Problem: Using the records below, report how many lines hold "Left", with no extra text.

..........

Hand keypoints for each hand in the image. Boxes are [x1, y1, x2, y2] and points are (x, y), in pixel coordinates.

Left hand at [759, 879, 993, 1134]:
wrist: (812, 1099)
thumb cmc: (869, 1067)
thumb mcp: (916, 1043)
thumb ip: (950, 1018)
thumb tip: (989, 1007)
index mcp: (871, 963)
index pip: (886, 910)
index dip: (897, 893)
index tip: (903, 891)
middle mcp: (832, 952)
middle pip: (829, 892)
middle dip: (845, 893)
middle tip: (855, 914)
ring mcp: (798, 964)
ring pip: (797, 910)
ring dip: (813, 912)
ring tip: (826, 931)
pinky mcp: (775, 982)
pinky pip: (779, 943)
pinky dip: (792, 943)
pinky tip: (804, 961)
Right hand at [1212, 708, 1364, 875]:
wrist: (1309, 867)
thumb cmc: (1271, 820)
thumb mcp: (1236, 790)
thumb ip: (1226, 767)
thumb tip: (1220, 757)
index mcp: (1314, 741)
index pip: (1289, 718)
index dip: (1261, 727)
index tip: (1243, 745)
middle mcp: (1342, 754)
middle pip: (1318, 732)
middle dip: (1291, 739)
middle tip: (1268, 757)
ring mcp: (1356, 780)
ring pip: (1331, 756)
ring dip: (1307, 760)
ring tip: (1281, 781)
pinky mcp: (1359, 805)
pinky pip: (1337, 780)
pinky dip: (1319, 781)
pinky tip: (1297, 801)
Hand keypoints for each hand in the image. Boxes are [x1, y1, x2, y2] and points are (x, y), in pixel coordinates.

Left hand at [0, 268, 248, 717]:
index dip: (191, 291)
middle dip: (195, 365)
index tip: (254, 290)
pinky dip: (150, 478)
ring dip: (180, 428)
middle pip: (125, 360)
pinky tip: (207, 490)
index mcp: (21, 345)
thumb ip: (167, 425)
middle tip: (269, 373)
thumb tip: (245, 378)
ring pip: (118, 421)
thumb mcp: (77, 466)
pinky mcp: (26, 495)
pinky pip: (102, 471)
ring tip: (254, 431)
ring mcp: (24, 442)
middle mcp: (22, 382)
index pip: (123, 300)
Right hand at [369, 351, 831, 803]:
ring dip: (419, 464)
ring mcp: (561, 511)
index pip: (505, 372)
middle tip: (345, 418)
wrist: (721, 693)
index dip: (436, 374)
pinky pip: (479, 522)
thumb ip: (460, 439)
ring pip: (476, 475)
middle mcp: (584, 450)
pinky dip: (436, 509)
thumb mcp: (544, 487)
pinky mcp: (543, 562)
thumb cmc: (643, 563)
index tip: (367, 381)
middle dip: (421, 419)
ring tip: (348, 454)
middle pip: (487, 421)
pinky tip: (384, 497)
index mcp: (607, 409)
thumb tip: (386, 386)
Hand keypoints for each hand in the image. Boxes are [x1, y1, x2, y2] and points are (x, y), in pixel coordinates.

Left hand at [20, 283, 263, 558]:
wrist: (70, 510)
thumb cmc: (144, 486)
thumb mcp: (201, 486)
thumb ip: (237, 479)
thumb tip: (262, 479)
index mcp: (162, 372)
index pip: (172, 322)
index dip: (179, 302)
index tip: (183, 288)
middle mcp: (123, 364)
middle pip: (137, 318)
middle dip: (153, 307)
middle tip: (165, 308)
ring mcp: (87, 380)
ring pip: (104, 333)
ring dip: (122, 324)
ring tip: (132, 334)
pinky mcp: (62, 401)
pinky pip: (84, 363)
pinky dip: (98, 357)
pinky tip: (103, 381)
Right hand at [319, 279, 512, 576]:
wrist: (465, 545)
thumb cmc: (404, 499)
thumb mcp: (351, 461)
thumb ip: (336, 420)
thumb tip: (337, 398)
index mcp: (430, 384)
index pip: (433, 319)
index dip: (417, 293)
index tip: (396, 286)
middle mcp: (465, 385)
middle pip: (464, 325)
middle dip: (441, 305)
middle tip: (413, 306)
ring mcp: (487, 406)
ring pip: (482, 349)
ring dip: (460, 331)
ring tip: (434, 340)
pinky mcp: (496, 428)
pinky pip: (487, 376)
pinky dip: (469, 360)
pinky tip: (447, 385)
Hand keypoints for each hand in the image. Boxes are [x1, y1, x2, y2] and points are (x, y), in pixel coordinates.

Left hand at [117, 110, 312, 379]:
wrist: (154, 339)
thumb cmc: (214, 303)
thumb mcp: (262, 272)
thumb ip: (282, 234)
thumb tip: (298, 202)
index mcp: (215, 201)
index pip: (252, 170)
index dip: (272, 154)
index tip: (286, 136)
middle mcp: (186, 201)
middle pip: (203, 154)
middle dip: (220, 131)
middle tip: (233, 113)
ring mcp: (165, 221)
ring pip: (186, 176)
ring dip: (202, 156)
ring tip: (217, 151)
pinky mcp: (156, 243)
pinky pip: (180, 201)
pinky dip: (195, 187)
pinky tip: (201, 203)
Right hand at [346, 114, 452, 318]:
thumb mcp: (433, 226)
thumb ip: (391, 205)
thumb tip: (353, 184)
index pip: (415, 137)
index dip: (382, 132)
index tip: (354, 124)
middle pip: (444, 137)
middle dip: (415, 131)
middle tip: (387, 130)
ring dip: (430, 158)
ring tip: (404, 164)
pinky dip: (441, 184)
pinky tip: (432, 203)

..........

Solution for this exercise: 4